Around one in 11 Australian retailers had adopted artificial intelligence in 2024-25, lagging behind other industries.
This is revealed in new figures from the Australian Bureau of Statistics (AI), which show retail trade recorded a nine per cent AI adoption rate in 2024-25, placing it in the bottom third of all industries surveyed and below sectors including mining, health care and arts and recreation.
This sits oddly alongside the fact that retail is the most innovation-active industry in Australia, with 59 per cent of retail businesses reporting so to the ABS.
Across all industries, one in ten (12 per cent) of all businesses reported use of Artificial Intelligence (AI) in 2024-25, compared to just 1 per cent in 2022–23.
The subdued results in AI usage across retail come to light despite the sector generating continuous streams of transactional, behavioural and inventory data.
Kelly Slessor, founder of Tribe Gen AI and author of AI for Ecommerce, says the gap was less a reflection of reluctance than readiness.
"This is not a sector that needs to be convinced to change," she says. "It is a sector that needs to be equipped to use AI in practical, commercial ways."
Slessor adds that skills, not cost, is the primary blocker, further noting that the two are difficult to separate. Retailers that lacked the literacy to scope an AI use case could not build a credible business case, making every investment feel uncertain.

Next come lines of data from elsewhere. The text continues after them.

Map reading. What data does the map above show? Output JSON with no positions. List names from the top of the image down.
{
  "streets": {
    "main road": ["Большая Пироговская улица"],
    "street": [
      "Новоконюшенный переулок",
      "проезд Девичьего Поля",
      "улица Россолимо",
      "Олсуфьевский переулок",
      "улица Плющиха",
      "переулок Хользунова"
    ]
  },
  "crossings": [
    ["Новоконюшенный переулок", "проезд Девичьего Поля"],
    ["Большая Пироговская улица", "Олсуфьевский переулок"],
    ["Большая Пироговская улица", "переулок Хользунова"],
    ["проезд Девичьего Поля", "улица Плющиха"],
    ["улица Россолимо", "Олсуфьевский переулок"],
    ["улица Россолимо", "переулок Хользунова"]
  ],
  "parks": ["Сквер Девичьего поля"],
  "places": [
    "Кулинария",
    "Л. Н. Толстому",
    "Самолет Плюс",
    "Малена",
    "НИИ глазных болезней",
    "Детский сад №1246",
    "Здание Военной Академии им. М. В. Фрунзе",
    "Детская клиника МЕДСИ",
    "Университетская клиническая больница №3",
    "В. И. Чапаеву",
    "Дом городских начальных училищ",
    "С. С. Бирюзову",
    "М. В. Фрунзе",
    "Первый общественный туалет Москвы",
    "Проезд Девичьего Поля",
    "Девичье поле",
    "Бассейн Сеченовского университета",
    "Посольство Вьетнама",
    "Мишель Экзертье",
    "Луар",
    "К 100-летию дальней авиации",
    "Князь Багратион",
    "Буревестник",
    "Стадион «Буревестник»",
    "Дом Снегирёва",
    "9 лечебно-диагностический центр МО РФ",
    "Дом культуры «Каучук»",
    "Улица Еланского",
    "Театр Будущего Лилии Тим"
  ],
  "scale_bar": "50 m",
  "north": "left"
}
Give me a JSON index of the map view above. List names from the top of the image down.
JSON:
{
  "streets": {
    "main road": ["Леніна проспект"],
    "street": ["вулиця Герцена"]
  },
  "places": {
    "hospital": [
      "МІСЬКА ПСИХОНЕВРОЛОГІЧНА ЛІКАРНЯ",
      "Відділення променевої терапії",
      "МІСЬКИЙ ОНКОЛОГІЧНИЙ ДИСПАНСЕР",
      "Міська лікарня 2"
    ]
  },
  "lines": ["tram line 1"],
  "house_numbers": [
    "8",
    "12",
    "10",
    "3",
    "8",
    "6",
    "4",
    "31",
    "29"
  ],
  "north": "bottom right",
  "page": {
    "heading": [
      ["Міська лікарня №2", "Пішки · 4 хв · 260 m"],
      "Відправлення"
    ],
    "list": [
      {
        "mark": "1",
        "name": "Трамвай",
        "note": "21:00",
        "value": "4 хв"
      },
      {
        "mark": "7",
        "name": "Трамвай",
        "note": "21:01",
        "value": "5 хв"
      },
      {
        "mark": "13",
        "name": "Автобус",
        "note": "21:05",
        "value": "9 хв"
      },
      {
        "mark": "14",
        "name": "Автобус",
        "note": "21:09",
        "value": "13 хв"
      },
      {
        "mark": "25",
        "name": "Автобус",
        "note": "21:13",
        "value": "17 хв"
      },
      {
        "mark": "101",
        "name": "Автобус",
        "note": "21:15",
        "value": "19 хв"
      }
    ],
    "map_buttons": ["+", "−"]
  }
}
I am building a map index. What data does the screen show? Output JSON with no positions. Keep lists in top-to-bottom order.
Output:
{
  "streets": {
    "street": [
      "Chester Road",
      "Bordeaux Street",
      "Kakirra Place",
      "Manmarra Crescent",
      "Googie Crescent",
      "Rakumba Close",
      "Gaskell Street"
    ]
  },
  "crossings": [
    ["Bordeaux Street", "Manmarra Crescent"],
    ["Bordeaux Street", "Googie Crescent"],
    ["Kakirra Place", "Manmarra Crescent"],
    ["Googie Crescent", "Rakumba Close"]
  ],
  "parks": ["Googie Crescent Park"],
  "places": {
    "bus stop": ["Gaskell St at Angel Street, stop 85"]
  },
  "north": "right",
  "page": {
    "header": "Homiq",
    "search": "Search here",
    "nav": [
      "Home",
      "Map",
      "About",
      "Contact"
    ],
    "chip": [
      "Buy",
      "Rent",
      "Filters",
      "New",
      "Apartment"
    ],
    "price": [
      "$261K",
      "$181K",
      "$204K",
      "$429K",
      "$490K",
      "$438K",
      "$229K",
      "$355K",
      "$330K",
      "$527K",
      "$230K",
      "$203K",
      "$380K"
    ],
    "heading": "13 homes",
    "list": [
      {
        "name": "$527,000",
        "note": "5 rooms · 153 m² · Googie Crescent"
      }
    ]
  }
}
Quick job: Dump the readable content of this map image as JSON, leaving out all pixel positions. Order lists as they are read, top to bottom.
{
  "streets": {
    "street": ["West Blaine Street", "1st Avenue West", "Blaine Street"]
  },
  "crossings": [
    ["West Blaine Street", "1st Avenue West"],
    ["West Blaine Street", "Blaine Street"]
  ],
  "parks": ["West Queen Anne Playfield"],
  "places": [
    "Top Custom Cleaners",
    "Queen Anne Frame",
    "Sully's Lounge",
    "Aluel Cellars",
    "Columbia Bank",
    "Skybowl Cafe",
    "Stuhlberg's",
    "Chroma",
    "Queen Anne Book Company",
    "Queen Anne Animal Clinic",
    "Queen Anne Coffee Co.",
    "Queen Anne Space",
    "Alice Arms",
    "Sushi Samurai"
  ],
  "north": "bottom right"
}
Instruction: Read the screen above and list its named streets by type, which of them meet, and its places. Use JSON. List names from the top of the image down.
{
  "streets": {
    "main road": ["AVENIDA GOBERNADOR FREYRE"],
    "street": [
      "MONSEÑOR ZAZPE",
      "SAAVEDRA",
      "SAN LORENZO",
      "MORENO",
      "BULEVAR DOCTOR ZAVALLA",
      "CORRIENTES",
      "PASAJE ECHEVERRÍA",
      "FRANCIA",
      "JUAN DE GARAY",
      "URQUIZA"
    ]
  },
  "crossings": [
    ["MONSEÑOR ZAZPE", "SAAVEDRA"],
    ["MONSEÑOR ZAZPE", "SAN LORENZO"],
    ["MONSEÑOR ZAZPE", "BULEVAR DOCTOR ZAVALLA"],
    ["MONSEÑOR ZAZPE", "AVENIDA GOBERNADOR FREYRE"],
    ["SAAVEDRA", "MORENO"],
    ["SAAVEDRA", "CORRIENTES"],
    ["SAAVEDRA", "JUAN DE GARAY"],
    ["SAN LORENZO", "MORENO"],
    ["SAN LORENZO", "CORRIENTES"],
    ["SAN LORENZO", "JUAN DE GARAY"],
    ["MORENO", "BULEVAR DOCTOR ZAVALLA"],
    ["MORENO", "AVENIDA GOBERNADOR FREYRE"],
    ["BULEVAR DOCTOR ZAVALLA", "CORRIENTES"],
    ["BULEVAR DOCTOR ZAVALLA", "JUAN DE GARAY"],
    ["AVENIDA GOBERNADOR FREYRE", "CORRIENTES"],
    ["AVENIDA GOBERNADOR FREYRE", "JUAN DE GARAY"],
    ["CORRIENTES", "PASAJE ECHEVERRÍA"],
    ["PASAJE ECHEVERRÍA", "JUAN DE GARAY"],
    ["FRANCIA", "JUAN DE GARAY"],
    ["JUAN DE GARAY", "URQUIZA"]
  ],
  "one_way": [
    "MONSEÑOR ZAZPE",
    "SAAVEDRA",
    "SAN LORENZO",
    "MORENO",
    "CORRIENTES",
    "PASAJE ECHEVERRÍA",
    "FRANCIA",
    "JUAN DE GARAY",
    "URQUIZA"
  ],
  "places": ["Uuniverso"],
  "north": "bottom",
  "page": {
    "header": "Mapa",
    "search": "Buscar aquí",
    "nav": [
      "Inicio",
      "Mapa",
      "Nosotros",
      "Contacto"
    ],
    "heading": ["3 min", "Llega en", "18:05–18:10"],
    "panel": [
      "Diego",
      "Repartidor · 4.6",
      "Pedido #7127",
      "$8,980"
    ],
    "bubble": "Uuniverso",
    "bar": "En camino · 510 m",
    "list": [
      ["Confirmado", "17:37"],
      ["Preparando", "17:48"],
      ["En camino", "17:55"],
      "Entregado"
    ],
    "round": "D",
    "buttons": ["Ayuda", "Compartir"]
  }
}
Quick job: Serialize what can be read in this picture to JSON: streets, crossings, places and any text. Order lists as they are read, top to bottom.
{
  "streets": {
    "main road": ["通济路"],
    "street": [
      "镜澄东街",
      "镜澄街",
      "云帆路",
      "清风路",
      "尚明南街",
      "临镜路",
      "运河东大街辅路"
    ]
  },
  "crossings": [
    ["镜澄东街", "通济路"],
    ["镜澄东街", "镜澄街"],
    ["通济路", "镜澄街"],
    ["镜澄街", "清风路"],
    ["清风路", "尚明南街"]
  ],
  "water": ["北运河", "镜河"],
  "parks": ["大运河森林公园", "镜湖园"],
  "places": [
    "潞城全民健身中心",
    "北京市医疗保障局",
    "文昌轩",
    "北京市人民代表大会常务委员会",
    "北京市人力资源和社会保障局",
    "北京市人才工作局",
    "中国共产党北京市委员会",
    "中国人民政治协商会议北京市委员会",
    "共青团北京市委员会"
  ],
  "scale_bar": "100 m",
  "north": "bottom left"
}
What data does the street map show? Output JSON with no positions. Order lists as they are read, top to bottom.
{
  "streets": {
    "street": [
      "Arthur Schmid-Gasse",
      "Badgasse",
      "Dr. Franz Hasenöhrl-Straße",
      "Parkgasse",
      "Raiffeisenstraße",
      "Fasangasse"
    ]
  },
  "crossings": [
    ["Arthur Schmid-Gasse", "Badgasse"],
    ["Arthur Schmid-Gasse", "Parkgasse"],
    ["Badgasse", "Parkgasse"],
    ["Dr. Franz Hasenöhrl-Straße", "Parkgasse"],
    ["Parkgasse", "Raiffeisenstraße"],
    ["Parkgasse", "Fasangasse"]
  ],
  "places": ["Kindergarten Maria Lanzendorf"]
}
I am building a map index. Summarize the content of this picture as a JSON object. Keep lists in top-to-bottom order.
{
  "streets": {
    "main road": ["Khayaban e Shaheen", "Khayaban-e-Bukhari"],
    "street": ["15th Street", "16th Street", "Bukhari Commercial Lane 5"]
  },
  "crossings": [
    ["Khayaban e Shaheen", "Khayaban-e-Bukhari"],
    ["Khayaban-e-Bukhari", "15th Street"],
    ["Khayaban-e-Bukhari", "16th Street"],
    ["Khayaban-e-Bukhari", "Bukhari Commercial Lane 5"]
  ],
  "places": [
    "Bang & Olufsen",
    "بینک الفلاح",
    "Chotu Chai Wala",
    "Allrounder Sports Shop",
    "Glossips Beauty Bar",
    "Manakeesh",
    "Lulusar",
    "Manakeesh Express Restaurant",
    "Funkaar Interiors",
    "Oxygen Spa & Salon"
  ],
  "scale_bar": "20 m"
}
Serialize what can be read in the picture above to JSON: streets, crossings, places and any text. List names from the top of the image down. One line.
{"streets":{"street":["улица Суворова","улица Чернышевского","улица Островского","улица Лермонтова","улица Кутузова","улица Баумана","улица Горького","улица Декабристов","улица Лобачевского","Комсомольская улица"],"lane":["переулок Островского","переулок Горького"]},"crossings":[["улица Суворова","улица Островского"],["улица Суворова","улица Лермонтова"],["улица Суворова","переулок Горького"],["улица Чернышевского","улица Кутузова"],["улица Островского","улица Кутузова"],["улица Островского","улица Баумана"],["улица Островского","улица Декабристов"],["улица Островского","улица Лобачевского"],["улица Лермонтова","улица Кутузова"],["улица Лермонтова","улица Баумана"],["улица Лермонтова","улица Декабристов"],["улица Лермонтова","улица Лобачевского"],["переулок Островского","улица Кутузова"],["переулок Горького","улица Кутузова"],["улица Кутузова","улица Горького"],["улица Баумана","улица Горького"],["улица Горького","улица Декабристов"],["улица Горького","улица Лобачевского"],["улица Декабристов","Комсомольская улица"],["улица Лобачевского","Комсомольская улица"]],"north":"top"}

"Cost-benefit uncertainty is usually a symptom of the skills gap," she said. “If you do not understand what the tools can do, you cannot scope the opportunity. If you cannot scope the opportunity, every business case feels unclear.
“Once retailers build AI literacy, the cost-benefit conversation becomes much easier.”
As for the gap – with retail’s usage of AI of 9 per cent sitting far down from Information Media and Telecommunications (38 per cent), financial and insurance services (24 per cent) and mining (18 per cent) – Slessor offers two key factors.
The first is that retail has quite a long tail of small and micro businesses. Other data in the ABS dataset show that larger businesses are more likely to be using AI than medium and small businesses.
In recent years, many major retailers have onboarded key AI technology. The Iconic, for instance, uses the technology for a range of areas – inventory management, customer service, delivery, as well as how it ranks listings. One key push is multi-modal search, which allows customers to search for items without worrying about keywords. They can type in “beach-themed party outfits”, and the search engine knows how to respond.
Meanwhile, Kmart is accelerating its apparel product development cycle through AI, with managing director Aleksandra Spaseska flagging faster design-to-shelf lead times as a key driver of recent category growth. Youth apparel is the stand-out performer at Kmart thanks to this.
"Our youth apparel ranges continue to perform well, representing an increasing proportion of womenswear and menswear sales,” Spaseska says.
AI is now being embedded across the product design and quality lifecycle, including trend analysis, insight generation, and supplier collaboration, with Spaseska flagging that the business expects to move toward "even more agentic AI applications" over time.
Slessor says that the big chains and pure-play e-commerce brands are moving faster, but pointed out that they do not represent the average retailer. For thousands of small operators, she says, AI still feels abstract, expensive or like something that is only allowed for bigger businesses.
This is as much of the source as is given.